When governments become involved in technology choices, they tend to pursue that which is fashionable at the moment…and in France in the early 1950s, that was nuclear power, not semiconductor electronics. Corporations, too, often pursue that which is fashionable or that which has short-term payoff. But in a healthy and innovative economy, the high-potential idea that is dropped by one corporation will be picked up by another–either an existing one, or a startup. (As Intel was founded by individuals who didn’t think Fairchild Semiconductor was moving fast enough to exploit the integrated circuit.)

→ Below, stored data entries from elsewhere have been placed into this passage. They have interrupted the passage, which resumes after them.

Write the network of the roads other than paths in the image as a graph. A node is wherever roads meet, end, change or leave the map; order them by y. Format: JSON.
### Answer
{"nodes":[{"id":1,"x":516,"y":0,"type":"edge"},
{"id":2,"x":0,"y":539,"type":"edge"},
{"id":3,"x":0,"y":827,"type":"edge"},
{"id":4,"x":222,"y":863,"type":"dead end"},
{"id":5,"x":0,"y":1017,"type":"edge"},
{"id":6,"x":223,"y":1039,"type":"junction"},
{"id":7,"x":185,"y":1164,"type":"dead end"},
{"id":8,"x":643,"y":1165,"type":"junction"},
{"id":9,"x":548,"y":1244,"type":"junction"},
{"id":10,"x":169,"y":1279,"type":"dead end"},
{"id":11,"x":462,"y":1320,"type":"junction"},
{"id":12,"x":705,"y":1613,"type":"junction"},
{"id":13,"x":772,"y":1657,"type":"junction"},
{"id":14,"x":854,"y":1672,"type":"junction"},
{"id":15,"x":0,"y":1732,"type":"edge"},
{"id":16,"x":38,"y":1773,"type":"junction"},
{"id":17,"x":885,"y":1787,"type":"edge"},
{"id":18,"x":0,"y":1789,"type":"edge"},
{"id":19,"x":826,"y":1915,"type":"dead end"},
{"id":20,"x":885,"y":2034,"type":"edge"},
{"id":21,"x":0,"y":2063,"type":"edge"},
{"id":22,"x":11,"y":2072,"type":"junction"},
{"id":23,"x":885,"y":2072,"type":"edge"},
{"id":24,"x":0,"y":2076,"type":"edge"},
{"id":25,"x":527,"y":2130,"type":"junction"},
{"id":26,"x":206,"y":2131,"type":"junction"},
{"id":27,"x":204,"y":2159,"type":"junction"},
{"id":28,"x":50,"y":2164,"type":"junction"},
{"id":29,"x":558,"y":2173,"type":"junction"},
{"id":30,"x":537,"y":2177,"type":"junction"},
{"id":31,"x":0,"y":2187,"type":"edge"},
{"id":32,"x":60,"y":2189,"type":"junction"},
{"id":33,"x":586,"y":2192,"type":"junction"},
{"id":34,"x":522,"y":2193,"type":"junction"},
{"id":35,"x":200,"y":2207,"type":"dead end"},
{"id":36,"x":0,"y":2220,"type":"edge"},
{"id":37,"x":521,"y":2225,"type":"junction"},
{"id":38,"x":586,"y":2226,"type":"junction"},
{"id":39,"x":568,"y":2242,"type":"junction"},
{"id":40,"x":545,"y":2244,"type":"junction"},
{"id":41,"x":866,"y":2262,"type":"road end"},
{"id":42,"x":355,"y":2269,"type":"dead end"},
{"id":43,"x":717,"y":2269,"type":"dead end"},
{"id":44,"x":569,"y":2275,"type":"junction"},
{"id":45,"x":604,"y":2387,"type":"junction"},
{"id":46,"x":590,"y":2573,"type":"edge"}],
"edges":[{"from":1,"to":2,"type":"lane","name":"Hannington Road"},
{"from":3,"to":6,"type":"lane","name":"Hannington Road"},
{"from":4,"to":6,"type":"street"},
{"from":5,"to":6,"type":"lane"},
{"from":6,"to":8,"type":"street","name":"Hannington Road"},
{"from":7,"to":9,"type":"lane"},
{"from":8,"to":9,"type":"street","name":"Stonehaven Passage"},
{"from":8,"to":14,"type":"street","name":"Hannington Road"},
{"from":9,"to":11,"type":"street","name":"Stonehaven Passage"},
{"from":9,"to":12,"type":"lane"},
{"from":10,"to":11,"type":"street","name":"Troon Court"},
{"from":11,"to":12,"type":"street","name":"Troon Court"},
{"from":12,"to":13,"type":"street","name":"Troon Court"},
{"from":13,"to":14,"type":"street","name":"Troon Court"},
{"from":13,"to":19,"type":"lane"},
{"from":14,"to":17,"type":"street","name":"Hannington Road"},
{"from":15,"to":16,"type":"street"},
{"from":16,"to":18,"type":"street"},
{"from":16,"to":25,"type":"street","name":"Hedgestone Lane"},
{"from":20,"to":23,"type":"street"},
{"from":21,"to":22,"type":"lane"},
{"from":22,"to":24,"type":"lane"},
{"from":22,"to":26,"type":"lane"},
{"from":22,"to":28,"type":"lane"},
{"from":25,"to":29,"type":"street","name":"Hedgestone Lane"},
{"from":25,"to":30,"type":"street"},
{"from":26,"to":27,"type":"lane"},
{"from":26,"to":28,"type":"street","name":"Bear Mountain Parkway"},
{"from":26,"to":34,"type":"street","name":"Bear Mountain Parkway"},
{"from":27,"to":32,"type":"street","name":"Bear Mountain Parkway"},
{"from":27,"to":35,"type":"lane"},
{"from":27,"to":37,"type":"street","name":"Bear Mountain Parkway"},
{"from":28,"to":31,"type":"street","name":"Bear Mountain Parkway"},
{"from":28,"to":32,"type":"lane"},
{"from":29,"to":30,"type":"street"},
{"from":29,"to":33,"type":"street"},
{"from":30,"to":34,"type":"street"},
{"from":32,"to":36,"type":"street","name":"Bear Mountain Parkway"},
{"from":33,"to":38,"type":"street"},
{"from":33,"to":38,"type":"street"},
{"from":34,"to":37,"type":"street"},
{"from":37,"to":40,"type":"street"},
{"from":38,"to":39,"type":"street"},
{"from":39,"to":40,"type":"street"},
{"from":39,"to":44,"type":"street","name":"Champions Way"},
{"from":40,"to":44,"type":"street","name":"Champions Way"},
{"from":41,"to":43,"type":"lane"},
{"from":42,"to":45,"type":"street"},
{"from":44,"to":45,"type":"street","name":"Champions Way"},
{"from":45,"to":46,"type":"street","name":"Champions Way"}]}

Research and development is very important, but it’s not enough. For R&D to achieve results, there must also exist a culture which facilitates that commercialization of the new technology. Such cultures tend to involve a high degree of decentralization–either within an enterprise or across an entire economy–precisely because everything cannot be foreseen in a master plan.
Unfortunately, it appears that many individuals in leadership positions fail to grasp the importance of decentralization and individual entrepreneurship–especially in government and especially in Europe. See this rather depressing document called Creating an Innovative Europe (referenced in Michael Mandel’s post here) which contains language like:
Large scale strategic actions are called for in key sectors to provide an environment in which supply-side measures for research investment can be combined with the process of creating a demand and a market.
The Group identifies several examples: e-Health, Pharmaceuticals, Energy, Environment, Transport and Logistics, Security, and Digital Content.
They call for an independent High Level Coordinator to be appointed to orchestrate European action in each area across Member States, different parts of government and the Commission, business, academia and other stakeholders.
Would such a document, written in 1950, have identified “semiconductor electronics’ as a “key sector?” It seems unlikely, based on the experience of Matare and Welker. And, even if the planners had had the vision to understand the importance of the transistor, would a top-down process involving “stakeholders” (like incumbent vacuum-tube manufacturers) have ever permitted it to leave the lab for the production floor?